GIANFRANCO LAURETANO SULLE TRACCE DI CESARE PAVESE
C’è una straordinaria capacità di coinvolgere il lettore, alla
base del fascino del volume “La traccia di Cesare Pavese”, pubblicato da
Gianfranco Lauretano, per i tipi della Rizzoli (pp. 247, euro 10). L’autore,
nato a Sessa Aurunca (CE) nel 1962, vive e lavora a Cesena, svolgendo un’intensa
attività nell’ambito letterario. Tra l’altro, dirige la rivista di poesia “clanDestino”
ed ha al suo attivo alcune fortunate sillogi di versi, come “Occorreva che
nascessi”, del 2004.
Il libro pavesiano, pensato come un omaggio al grande
scrittore piemontese, di cui l’anno scorso è stato celebrato il centenario della
nascita, è il frutto di un innamoramento di vecchia data, che risale ai tempi
della scuola, senza soluzione di continuità.
“La traccia di Pavese” spiazza il lettore sin dall’inizio. Ci
si aspetta una monografia standard, un testo di critica che magari mette a
disagio, ed invece si viene subito trasportati in un viaggio attraverso
l’Italia, in una sorta di reverente ma sincero pellegrinaggio nei luoghi
pavesiani. Abbiamo, così, cinque densi capitoli legati, rispettivamente, a Santo
Stefano Belbo, Brancaleone Calabro, Serralunga di Crea, Casale Monferrato e
Torino.
Un viaggio che è preciso e vivo, basato su dati e riscontri,
ma anche sentimentale, guidato dalla convinzione che Pavese è un autore di
grande attualità, in grado di dire ancora molto all’uomo di oggi. Lo scavo
introspettivo, sulla vigile scorta dei documenti, permette a Lauretano di
portare alla luce, senza inutili fronzoli e sproloqui accademici, il cuore
pulsante dello scrittore e dell’uomo, di entrare nei recessi di un’anima sempre
tormentata ed inquieta, ma anche generosa e sincera, anzi, talvolta
spietatamente sincera.
Pavese nutriva un disperato bisogno di aprirsi all’altro,
specie all’altra metà del mondo, quella femminile, che assume una fisionomia di
volta in volta diversa, ma sempre con lo stesso risultato. Il vuoto dell’anima
resta lì, la ferita sanguina sempre, e l’ultimo colpo sarà inferto a Pavese
dall’ingresso nella sua vita dell’attrice statunitense Constance Dowling.

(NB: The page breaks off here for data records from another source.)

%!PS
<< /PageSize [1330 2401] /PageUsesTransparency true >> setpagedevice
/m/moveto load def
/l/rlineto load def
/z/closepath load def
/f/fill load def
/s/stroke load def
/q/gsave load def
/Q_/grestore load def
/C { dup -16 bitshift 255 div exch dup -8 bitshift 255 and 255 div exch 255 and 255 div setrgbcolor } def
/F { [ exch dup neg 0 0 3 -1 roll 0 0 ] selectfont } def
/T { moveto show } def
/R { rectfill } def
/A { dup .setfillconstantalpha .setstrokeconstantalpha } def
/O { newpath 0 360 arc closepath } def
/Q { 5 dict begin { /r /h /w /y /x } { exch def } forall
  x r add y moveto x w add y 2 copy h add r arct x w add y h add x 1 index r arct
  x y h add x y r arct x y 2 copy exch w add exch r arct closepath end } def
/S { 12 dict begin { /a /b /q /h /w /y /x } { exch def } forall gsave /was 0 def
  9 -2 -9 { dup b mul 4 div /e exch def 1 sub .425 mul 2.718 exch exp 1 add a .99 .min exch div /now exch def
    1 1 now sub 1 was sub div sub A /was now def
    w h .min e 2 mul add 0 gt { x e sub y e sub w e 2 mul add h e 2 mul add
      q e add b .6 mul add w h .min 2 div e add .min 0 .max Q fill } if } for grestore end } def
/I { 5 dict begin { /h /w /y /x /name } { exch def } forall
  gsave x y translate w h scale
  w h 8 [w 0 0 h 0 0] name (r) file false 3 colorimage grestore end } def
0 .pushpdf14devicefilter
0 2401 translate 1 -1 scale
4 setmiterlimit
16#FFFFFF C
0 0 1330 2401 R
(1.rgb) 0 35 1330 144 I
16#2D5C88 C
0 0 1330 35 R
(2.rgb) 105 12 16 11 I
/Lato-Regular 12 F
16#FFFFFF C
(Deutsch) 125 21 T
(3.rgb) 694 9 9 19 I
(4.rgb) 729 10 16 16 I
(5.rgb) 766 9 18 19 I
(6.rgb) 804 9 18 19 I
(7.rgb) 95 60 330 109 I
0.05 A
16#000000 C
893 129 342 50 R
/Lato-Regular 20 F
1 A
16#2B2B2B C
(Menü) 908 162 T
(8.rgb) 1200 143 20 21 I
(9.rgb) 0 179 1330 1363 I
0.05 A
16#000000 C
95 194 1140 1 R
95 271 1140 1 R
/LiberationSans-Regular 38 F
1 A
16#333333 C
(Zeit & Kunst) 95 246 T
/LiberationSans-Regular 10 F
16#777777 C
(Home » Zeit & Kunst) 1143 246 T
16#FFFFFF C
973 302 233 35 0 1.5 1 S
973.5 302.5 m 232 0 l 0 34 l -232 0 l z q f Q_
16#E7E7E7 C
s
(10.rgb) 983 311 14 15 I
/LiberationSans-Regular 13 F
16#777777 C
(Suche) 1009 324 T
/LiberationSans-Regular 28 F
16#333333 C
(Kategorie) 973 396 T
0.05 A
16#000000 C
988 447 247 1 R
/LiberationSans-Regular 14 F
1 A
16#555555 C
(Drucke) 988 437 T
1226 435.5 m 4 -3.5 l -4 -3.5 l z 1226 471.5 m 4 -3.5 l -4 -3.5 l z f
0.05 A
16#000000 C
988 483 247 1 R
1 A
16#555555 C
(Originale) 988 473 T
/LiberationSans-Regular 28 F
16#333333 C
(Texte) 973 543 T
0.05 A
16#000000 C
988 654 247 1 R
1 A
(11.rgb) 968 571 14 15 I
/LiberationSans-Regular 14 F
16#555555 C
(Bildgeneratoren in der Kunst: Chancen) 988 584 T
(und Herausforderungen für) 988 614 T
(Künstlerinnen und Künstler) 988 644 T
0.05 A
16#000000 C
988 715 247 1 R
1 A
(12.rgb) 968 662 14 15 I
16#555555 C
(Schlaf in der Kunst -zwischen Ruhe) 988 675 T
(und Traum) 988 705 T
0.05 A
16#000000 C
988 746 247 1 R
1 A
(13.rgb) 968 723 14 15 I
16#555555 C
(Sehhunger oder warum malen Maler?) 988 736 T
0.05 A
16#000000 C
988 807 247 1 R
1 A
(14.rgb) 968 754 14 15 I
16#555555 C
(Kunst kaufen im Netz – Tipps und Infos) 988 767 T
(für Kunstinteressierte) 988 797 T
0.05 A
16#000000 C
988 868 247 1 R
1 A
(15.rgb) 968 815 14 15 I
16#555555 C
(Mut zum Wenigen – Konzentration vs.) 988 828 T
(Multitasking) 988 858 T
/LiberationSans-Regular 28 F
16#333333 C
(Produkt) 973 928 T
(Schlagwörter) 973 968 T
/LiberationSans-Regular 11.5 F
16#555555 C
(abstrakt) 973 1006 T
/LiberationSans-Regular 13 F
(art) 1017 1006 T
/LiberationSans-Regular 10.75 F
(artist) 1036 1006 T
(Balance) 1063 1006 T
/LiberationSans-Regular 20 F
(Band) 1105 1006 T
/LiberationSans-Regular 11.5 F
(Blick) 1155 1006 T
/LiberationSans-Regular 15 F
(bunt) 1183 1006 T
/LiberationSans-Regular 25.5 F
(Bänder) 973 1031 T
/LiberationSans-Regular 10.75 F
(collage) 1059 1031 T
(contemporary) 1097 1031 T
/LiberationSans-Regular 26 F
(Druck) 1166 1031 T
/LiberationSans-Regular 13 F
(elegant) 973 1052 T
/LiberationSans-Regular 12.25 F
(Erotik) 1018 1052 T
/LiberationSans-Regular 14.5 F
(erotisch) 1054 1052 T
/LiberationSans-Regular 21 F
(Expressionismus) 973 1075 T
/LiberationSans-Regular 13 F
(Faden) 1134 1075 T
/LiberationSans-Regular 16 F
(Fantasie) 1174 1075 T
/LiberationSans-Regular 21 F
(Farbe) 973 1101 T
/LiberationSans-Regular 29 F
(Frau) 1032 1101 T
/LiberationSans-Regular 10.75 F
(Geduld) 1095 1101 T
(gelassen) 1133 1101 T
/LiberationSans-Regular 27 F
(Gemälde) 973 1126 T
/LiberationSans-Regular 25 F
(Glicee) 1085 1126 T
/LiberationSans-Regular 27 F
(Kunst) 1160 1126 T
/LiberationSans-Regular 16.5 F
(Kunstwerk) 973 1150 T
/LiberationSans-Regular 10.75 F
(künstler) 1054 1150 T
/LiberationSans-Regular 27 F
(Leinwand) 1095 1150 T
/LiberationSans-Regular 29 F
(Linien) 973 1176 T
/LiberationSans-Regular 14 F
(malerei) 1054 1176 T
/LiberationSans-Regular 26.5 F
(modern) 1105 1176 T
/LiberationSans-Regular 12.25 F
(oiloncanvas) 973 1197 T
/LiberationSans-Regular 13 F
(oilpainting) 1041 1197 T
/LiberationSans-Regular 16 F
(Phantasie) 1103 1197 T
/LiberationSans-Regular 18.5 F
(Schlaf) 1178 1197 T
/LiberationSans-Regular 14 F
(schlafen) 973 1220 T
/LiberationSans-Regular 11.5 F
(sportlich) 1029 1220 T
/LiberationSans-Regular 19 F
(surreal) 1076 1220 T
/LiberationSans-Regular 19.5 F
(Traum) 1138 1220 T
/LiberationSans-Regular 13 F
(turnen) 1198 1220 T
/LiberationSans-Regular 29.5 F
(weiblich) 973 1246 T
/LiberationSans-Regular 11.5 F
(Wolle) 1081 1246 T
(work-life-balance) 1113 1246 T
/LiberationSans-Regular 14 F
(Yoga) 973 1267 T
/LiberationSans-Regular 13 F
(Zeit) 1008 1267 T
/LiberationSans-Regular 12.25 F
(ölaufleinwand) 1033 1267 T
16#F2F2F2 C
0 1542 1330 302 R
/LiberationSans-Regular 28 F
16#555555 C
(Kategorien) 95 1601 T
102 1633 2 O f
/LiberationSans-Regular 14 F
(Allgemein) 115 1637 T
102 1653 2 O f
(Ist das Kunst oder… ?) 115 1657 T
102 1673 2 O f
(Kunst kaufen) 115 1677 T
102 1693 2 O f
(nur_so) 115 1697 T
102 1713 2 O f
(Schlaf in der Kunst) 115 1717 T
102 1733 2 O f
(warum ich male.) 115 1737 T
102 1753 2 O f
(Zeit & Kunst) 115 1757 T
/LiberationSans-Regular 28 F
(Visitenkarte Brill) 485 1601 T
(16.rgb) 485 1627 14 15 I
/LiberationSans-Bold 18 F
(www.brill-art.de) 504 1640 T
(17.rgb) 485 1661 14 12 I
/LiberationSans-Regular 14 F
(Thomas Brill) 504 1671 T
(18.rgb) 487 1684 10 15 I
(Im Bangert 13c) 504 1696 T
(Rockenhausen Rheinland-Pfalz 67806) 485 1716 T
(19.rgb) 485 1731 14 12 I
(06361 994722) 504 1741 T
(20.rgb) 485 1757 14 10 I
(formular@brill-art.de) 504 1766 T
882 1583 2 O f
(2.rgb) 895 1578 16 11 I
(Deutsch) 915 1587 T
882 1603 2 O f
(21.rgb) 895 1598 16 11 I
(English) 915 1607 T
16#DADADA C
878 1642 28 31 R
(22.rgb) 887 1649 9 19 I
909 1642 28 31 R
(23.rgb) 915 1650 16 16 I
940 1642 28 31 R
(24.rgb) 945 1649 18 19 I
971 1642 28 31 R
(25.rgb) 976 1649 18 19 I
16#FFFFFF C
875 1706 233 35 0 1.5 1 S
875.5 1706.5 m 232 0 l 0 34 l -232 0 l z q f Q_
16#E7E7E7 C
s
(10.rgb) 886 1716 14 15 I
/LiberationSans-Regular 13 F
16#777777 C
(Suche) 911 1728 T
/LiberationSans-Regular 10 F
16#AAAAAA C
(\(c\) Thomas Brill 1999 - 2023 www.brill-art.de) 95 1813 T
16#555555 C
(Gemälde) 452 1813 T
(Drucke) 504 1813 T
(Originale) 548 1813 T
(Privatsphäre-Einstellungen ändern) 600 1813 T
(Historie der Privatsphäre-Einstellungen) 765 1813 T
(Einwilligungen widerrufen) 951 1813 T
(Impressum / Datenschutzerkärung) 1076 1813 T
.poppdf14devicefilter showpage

L’epilogo di quella stanza di albergo torinese, nell’agosto
del 1950, non toglie nulla alla potenza e alla completezza del cammino artistico
di Pavese, che Lauretano illumina con maestria, grazie ad una scrittura
ispirata, capace di illuminare ma anche di commuovere, aprendo il varco, con
naturalezza, a quegli interrogativi esistenziali che ogni uomo non può
reprimere. La solitudine, l’amore, la felicità: l’esistenza di Pavese si muove
intorno a questi e ad altri punti cruciali, e in questo cammino, che si rivela
gravido di inattese scoperte, Lauretano inserisce dei brani di Pavese, dando la
parola direttamente a lui.
Il libro, che si avvale della prefazione di un nome
importante, quale quello di Davide Rondoni, è completato da una serie di utili
schede tematiche, a firma di Marco Antonellini.
Chi vuole scoprire la vera traccia dell’autore de “La luna e i falò” si affidi pure al libro di Lauretano: arriverà a destinazione, e senza aver sprecato il suo tempo.